2018-02-15 13:22:07 INFO After filtering, 1100 remaining


In [7]:
cfs=cfs.cluster_features()

2018-02-15 13:22:13 INFO After filtering, 1100 remaining


In [8]:
cfs=cfs.sort_samples('Subject')

## Viewing database annotations
in the interactive heatmap, when clicking on a bacteria, we get a list of all database results about the selected bacteria.

We can choose which databases to use by the `databases=['dbbact',...]` parameter. The possible databases depend on which database modules were installed.

Currently, supported microbiome database interfaces include:

* dbBact - a community database for manual annotations about bacteria (interface installation instruction at [dbbact-calour](https://github.com/amnona/dbbact-calour)).

* SpongeEMP - an automatic database for sea sponge samples (interface installation instruction at [spongeworld-calour](https://github.com/amnona/spongeworld-calour)).

* phenoDB - phenotypic information about selected bacteria (interface installation instruction at [pheno-calour](https://github.com/amnona/pheno-calour)).

By default, calour uses the dbBact database for microbiome data

In [34]:
cfs.plot(sample_field='Subject',gui='jupyter')

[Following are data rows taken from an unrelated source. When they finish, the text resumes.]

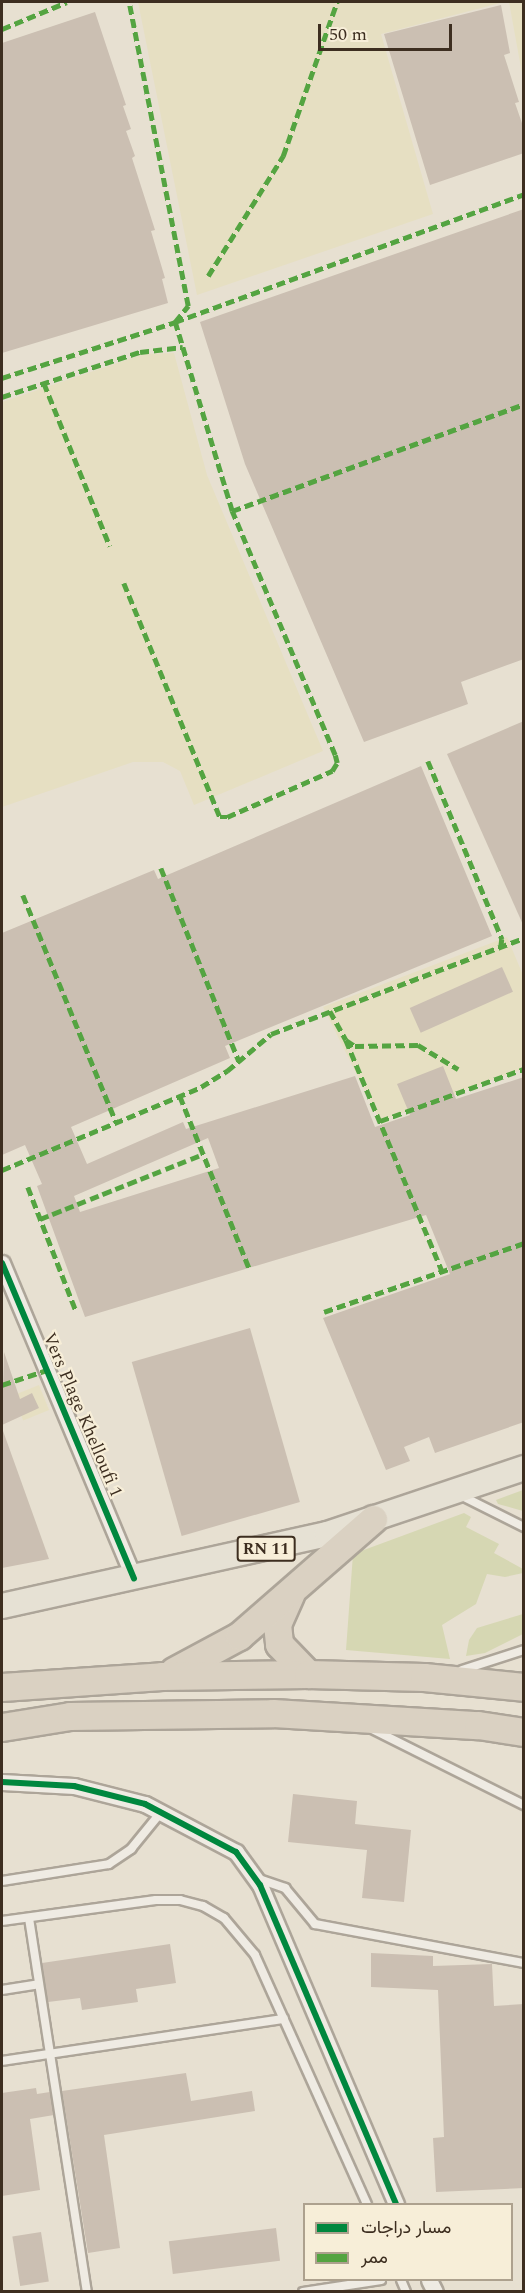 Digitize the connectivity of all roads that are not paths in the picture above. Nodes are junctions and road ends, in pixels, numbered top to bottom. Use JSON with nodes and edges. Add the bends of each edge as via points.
{"nodes":[{"id":1,"x":2,"y":1263,"type":"edge"},
{"id":2,"x":524,"y":1468,"type":"edge"},
{"id":3,"x":453,"y":1491,"type":"junction"},
{"id":4,"x":373,"y":1519,"type":"junction"},
{"id":5,"x":524,"y":1527,"type":"edge"},
{"id":6,"x":134,"y":1578,"type":"junction"},
{"id":7,"x":290,"y":1594,"type":"junction"},
{"id":8,"x":2,"y":1606,"type":"edge"},
{"id":9,"x":524,"y":1650,"type":"edge"},
{"id":10,"x":308,"y":1674,"type":"junction"},
{"id":11,"x":162,"y":1676,"type":"junction"},
{"id":12,"x":424,"y":1677,"type":"junction"},
{"id":13,"x":2,"y":1687,"type":"edge"},
{"id":14,"x":524,"y":1687,"type":"edge"},
{"id":15,"x":352,"y":1719,"type":"junction"},
{"id":16,"x":2,"y":1727,"type":"edge"},
{"id":17,"x":524,"y":1732,"type":"edge"},
{"id":18,"x":2,"y":1782,"type":"edge"},
{"id":19,"x":524,"y":1805,"type":"edge"},
{"id":20,"x":162,"y":1811,"type":"junction"},
{"id":21,"x":254,"y":1877,"type":"junction"},
{"id":22,"x":2,"y":1881,"type":"edge"},
{"id":23,"x":29,"y":1917,"type":"junction"},
{"id":24,"x":2,"y":1921,"type":"edge"},
{"id":25,"x":524,"y":1963,"type":"edge"},
{"id":26,"x":39,"y":1984,"type":"junction"},
{"id":27,"x":2,"y":1990,"type":"edge"},
{"id":28,"x":284,"y":2019,"type":"junction"},
{"id":29,"x":50,"y":2055,"type":"junction"},
{"id":30,"x":2,"y":2061,"type":"edge"},
{"id":31,"x":367,"y":2203,"type":"edge"},
{"id":32,"x":395,"y":2203,"type":"edge"},
{"id":33,"x":374,"y":2281,"type":"edge"},
{"id":34,"x":87,"y":2292,"type":"edge"},
{"id":35,"x":303,"y":2292,"type":"edge"}],
"edges":[{"from":1,"to":6,"type":"street","name":"Vers Plage Khelloufi 1"},
{"from":2,"to":3,"type":"main road","number":"RN 11"},
{"from":3,"to":4,"type":"main road","number":"RN 11"},
{"from":3,"to":5,"type":"lane"},
{"from":4,"to":6,"type":"main road","number":"RN 11","via":[[283,1545]]},
{"from":4,"to":7,"type":"highway","via":[[346,1539]]},
{"from":6,"to":8,"type":"main road","number":"RN 11"},
{"from":7,"to":10,"type":"highway","via":[[277,1624],[279,1644]]},
{"from":7,"to":11,"type":"highway","via":[[225,1646]]},
{"from":9,"to":12,"type":"lane","via":[[473,1668]]},
{"from":10,"to":11,"type":"highway"},
{"from":10,"to":12,"type":"highway"},
{"from":11,"to":13,"type":"highway"},
{"from":12,"to":14,"type":"highway"},
{"from":15,"to":16,"type":"highway","via":[[273,1713],[82,1716]]},
{"from":15,"to":17,"type":"highway","via":[[478,1725]]},
{"from":15,"to":19,"type":"lane"},
{"from":18,"to":20,"type":"street","via":[[74,1786],[145,1803]]},
{"from":20,"to":21,"type":"street","via":[[236,1852]]},
{"from":20,"to":22,"type":"lane","via":[[131,1849],[109,1864]]},
{"from":21,"to":25,"type":"lane","via":[[285,1888],[315,1924]]},
{"from":21,"to":32,"type":"street"},
{"from":23,"to":24,"type":"lane"},
{"from":23,"to":26,"type":"lane"},
{"from":23,"to":28,"type":"lane","via":[[156,1900],[203,1906],[242,1934]]},
{"from":26,"to":27,"type":"lane"},
{"from":26,"to":29,"type":"lane"},
{"from":28,"to":29,"type":"lane"},
{"from":28,"to":31,"type":"lane"},
{"from":29,"to":30,"type":"lane"},
{"from":29,"to":34,"type":"lane"},
{"from":33,"to":35,"type":"lane"}]} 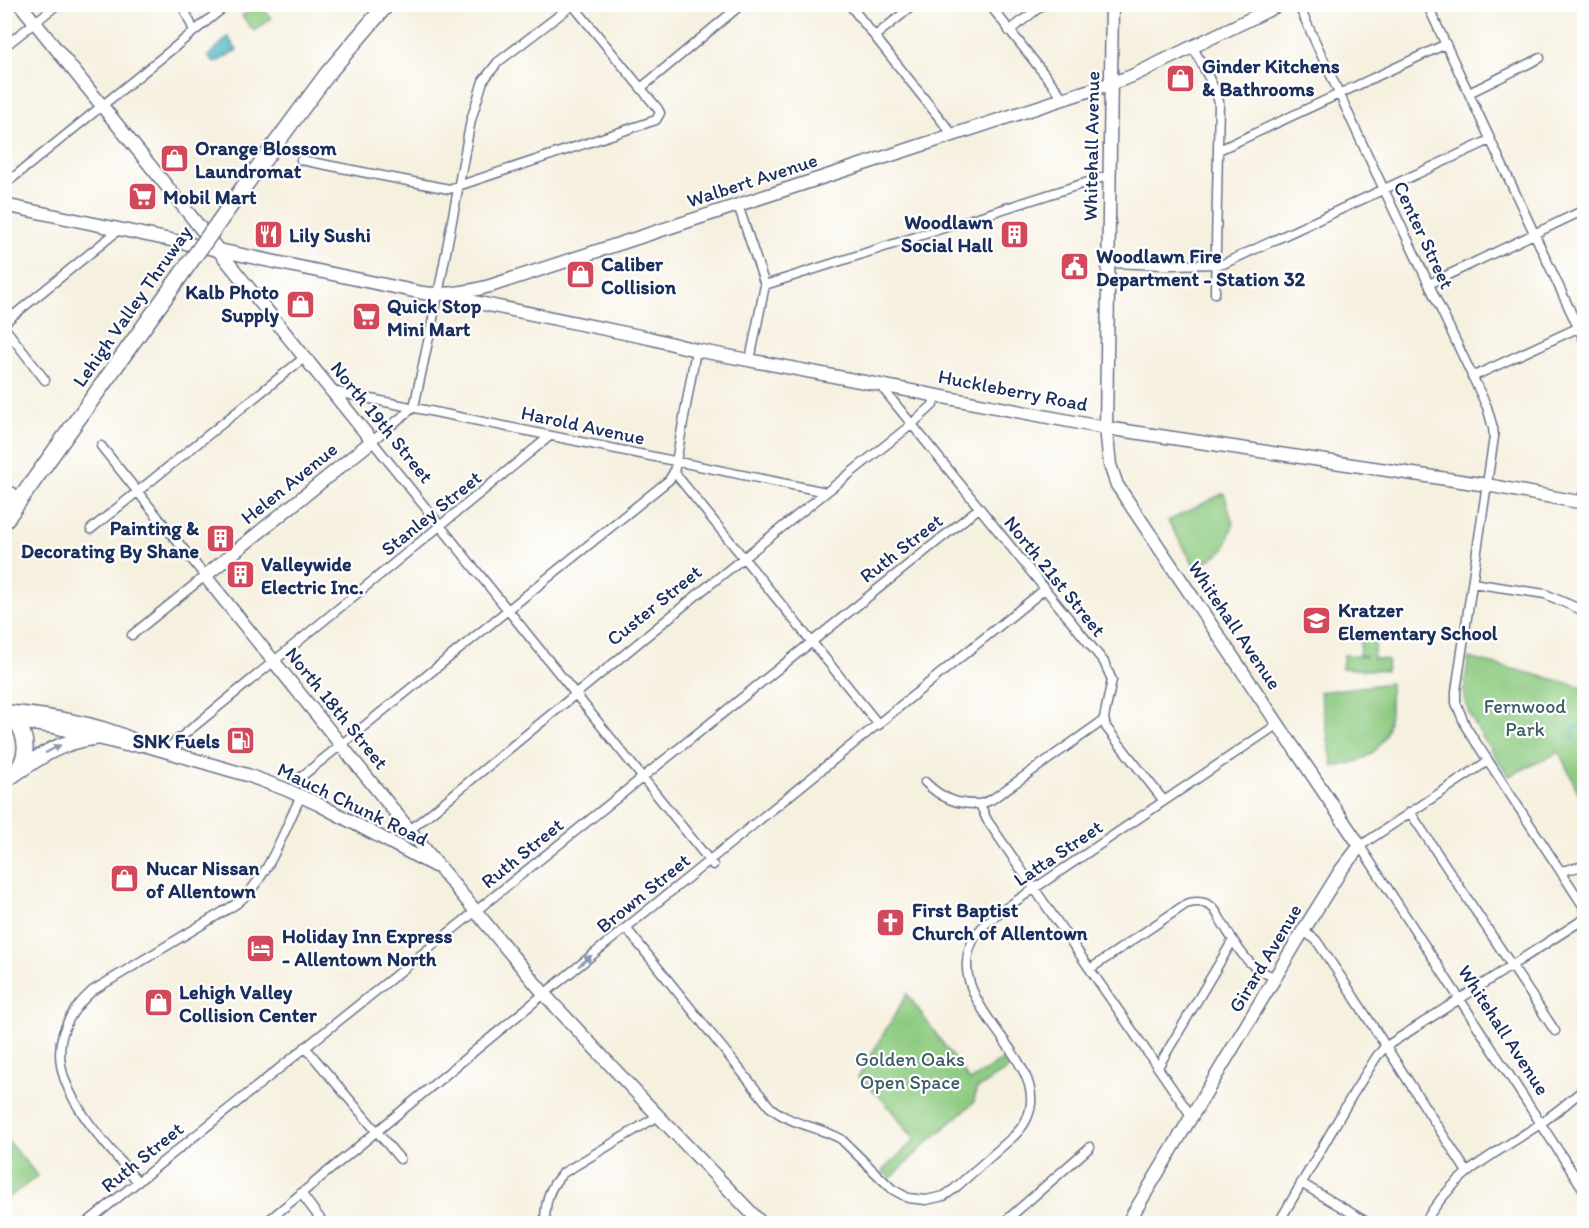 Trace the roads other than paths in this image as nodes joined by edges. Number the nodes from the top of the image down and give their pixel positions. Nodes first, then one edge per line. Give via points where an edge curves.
1 (20, 4) edge
2 (58, 4) edge
3 (182, 4) edge
4 (228, 4) edge
5 (373, 4) edge
6 (387, 4) edge
7 (742, 4) edge
8 (849, 4) edge
9 (915, 4) edge
10 (989, 4) edge
11 (1044, 4) edge
12 (1112, 4) edge
13 (1281, 4) edge
14 (1298, 4) edge
15 (1428, 4) edge
16 (573, 5) edge
17 (35, 23) junction
18 (194, 31) junction
19 (1010, 31) junction
20 (875, 36) junction
21 (1446, 44) junction
22 (4, 47) edge
23 (1193, 47) junction
24 (1540, 58) dead end
25 (1112, 83) junction
26 (641, 88) junction
27 (1469, 93) junction
28 (1339, 95) junction
29 (1064, 99) junction
30 (102, 106) junction
31 (953, 135) junction
32 (1490, 140) junction
33 (1219, 150) junction
34 (301, 160) dead end
35 (1110, 175) junction
36 (4, 185) edge
37 (238, 185) junction
38 (458, 186) junction
39 (1384, 190) junction
40 (738, 205) junction
41 (4, 206) edge
42 (1584, 210) edge
43 (120, 229) junction
44 (1535, 234) junction
45 (218, 250) junction
46 (1109, 263) junction
47 (1216, 265) junction
48 (179, 269) junction
49 (1429, 284) junction
50 (765, 285) junction
51 (1215, 293) dead end
52 (438, 295) junction
53 (4, 325) edge
54 (1582, 327) edge
55 (1584, 339) edge
56 (696, 350) junction
57 (305, 357) junction
58 (750, 360) junction
59 (1472, 377) junction
60 (45, 380) dead end
61 (879, 384) junction
62 (332, 391) junction
63 (934, 394) junction
64 (414, 407) junction
65 (911, 425) junction
66 (1106, 428) junction
67 (550, 436) junction
68 (372, 441) junction
69 (101, 446) dead end
70 (676, 462) junction
71 (674, 472) junction
72 (1487, 485) junction
73 (138, 492) junction
74 (826, 492) junction
75 (1583, 499) edge
76 (7, 500) edge
77 (978, 508) junction
78 (4, 522) edge
79 (440, 526) junction
80 (91, 529) dead end
81 (743, 558) junction
82 (205, 576) junction
83 (1472, 583) junction
84 (1045, 590) junction
85 (508, 610) junction
86 (1584, 611) edge
87 (132, 635) dead end
88 (811, 642) junction
89 (274, 662) junction
90 (576, 694) junction
91 (8, 716) edge
92 (1104, 720) junction
93 (1278, 724) junction
94 (879, 725) junction
95 (97, 737) junction
96 (341, 744) junction
97 (144, 745) junction
98 (164, 751) junction
99 (1488, 760) junction
100 (9, 777) edge
101 (300, 777) dead end
102 (642, 777) junction
103 (926, 782) dead end
104 (301, 796) junction
105 (1164, 801) junction
106 (980, 804) junction
107 (1410, 812) junction
108 (410, 830) junction
109 (395, 845) junction
110 (1360, 846) junction
111 (711, 863) junction
112 (1584, 866) edge
113 (440, 868) junction
114 (1561, 871) junction
115 (1035, 889) junction
116 (1584, 907) edge
117 (475, 912) junction
118 (1584, 918) edge
119 (626, 928) junction
120 (1304, 931) junction
121 (1233, 940) junction
122 (1511, 966) junction
123 (1090, 969) junction
124 (1276, 977) junction
125 (544, 994) junction
126 (1459, 998) junction
127 (1555, 1031) dead end
128 (305, 1047) junction
129 (1385, 1047) junction
130 (1158, 1067) junction
131 (1584, 1089) edge
132 (658, 1116) junction
133 (1192, 1117) junction
134 (1541, 1123) junction
135 (376, 1130) junction
136 (1090, 1147) dead end
137 (400, 1159) dead end
138 (1467, 1172) junction
139 (138, 1182) junction
140 (1301, 1183) junction
141 (1584, 1190) edge
142 (301, 1193) junction
143 (545, 1223) edge
144 (85, 1224) edge
145 (264, 1224) edge
146 (324, 1224) edge
147 (514, 1224) edge
148 (762, 1224) edge
149 (1002, 1224) edge
150 (1127, 1224) edge
151 (1278, 1224) edge
152 (1370, 1224) edge
153 (1424, 1224) edge

1 - 17 street, North 19th Street
2 - 17 street
3 - 18 street
4 - 18 street
5 - 37 highway, Lehigh Valley Thruway via 320,67
6 - 37 highway, Lehigh Valley Thruway
7 - 26 street
8 - 20 street
9 - 20 street
10 - 19 street
11 - 19 street
12 - 25 street, Whitehall Avenue
13 - 23 street, Walbert Avenue
14 - 28 street, Center Street
15 - 21 street
16 - 26 street
16 - 38 street via 498,62 483,81
17 - 22 street
17 - 30 street, North 19th Street
18 - 30 street
19 - 29 street
20 - 31 street
21 - 27 street
21 - 28 street
23 - 25 street, Walbert Avenue
23 - 33 street via 1219,102
24 - 27 street
25 - 29 street, Walbert Avenue
25 - 35 street, Whitehall Avenue
26 - 38 street via 658,109 656,120
27 - 32 street
28 - 33 street
28 - 39 street, Center Street
29 - 31 street, Walbert Avenue
30 - 36 street
30 - 45 street, North 19th Street
31 - 40 street, Walbert Avenue
32 - 39 street
32 - 44 street
33 - 47 street
34 - 38 street via 449,189
35 - 46 street, Whitehall Avenue
35 - 50 street
37 - 48 highway, Lehigh Valley Thruway
38 - 52 street
39 - 47 street
39 - 49 street, Center Street
40 - 50 street
40 - 52 street, Walbert Avenue via 490,286
41 - 43 street, Walbert Avenue
42 - 44 street
43 - 45 street, Walbert Avenue
43 - 53 street
44 - 49 street
44 - 54 street
45 - 52 street, Walbert Avenue
45 - 57 street, North 19th Street
46 - 47 street
46 - 66 street, Whitehall Avenue
47 - 51 street
48 - 76 highway, Lehigh Valley Thruway
48 - 78 highway, Lehigh Valley Thruway
49 - 59 street, Center Street
50 - 58 street
52 - 56 street, Huckleberry Road
52 - 64 street
53 - 60 street
54 - 55 street
54 - 59 street
56 - 58 street, Huckleberry Road
56 - 70 street
57 - 62 street, North 19th Street
57 - 73 street
58 - 61 street, Huckleberry Road
59 - 72 street, Center Street via 1494,428
61 - 63 street, Huckleberry Road
61 - 65 street, North 21st Street
62 - 64 street, Harold Avenue
62 - 68 street, North 19th Street
63 - 65 street, Custer Street via 933,405
63 - 66 street, Huckleberry Road
64 - 67 street, Harold Avenue
64 - 68 street, Helen Avenue
65 - 74 street, Custer Street
65 - 77 street, North 21st Street
66 - 72 street, Huckleberry Road
66 - 93 street, Whitehall Avenue via 1110,465 1118,484
67 - 70 street, Harold Avenue
67 - 79 street, Stanley Street
68 - 79 street, North 19th Street
68 - 82 street, Helen Avenue
69 - 73 street, North 18th Street
70 - 71 street
70 - 74 street, Harold Avenue
71 - 81 street
71 - 85 street
72 - 75 street, Huckleberry Road
72 - 83 street, Center Street
73 - 80 street
73 - 82 street, North 18th Street
74 - 81 street, Custer Street
77 - 84 street, North 21st Street
77 - 88 street, Ruth Street
79 - 85 street, North 19th Street
79 - 89 street, Stanley Street
81 - 88 street
81 - 90 street, Custer Street
82 - 87 street, Helen Avenue
82 - 89 street, North 18th Street
83 - 86 street via 1545,594
83 - 99 street, Center Street via 1456,703 1466,727
84 - 92 street, North 21st Street via 1109,672 1112,687
84 - 94 street, Brown Street
85 - 90 street, North 19th Street
85 - 96 street
88 - 94 street
88 - 102 street, Ruth Street
89 - 96 street, North 18th Street
89 - 98 street, Stanley Street
90 - 102 street, North 19th Street
90 - 108 street, Custer Street
91 - 95 street, Mauch Chunk Road
91 - 97 street, Mauch Chunk Road via 41,715 74,722 128,736
91 - 100 highway via 24,735 26,747 24,759
92 - 105 street via 1110,734
92 - 106 street
93 - 105 street, Latta Street
93 - 110 street, Whitehall Avenue
94 - 111 street, Brown Street
95 - 97 street, Mauch Chunk Road
100 -> 95 highway via 57,747
96 - 101 street
96 - 108 street, North 18th Street
97 - 98 street, Mauch Chunk Road
98 - 104 street, Mauch Chunk Road
99 - 107 street, Girard Avenue
99 - 114 street, Center Street
102 - 111 street, North 19th Street
102 - 117 street, Ruth Street
103 - 106 street via 955,802
104 - 109 street, Mauch Chunk Road
104 - 139 street via 261,878 250,892 92,991 74,1011 63,1032 59,1055 70,1094
105 - 115 street, Latta Street
106 - 115 street
107 - 110 street, Girard Avenue
107 - 122 street
108 - 109 street, Custer Street
108 - 113 street, North 18th Street
109 - 113 street, Mauch Chunk Road
110 - 120 street, Girard Avenue
110 - 126 street, Whitehall Avenue
111 - 119 street, Brown Street
112 - 114 street
113 - 117 street, North 18th Street
114 - 116 street, Center Street
115 - 119 street, Latta Street via 980,930 967,961 971,990 1028,1083 1031,1101 1026,1120 1014,1136 954,1189 926,1200 908,1198 892,1189 841,1139 791,1121 770,1107
115 - 123 street
117 - 125 street, North 18th Street
117 - 128 street, Ruth Street
118 - 122 street
125 -> 119 street, Brown Street
120 - 124 street, Girard Avenue
120 - 129 street via 1316,940
121 - 123 street via 1214,909 1205,903 1191,902
121 - 124 street via 1253,967
121 - 130 street
122 - 126 street
122 - 127 street
123 - 130 street
124 - 133 street, Girard Avenue
125 - 132 street
125 - 135 street, Brown Street
126 - 129 street
126 - 134 street, Whitehall Avenue
128 - 135 street
128 - 139 street, Ruth Street
129 - 138 street
129 - 140 street
130 - 133 street
131 - 134 street
132 - 143 street via 563,1173 548,1195
132 - 148 street
133 - 150 street, Girard Avenue
134 - 138 street
134 - 141 street, Whitehall Avenue
135 - 137 street
135 - 142 street, Brown Street
136 - 149 street
138 - 153 street via 1442,1196
139 - 144 street, Ruth Street
140 - 151 street
140 - 152 street
142 - 145 street, Brown Street
142 - 146 street
143 - 147 street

<IPython.core.display.Javascript object>

<calour.heatmap.plotgui_jupyter.PlotGUI_Jupyter at 0x1a13638978>

## dbBact enrichment of selected bacteria
By selecting a set of bacteria (using the shift+click or ctrl+click) and choosing the "Enrichment" button, we can get a list of terms that are significantly enriched in the selected bacteria compared to the rest of the bacteria in the plot

## Adding dbBact annotations
(Only possible using the `gui='qt5'` GUI)

To add a new annotation to the selected set of bacteria, choose the "Annotate" button.

Detailed instructions are available at the dbBact.org website.

## Differential abundance
To find the bacteria significantly different between samples with 'Control' (healthy) and 'Patient' (sick) in the 'Subject' field.

In [9]:
dd=cfs.diff_abundance(field='Subject',val1='Control',val2='Patient', random_seed=2018)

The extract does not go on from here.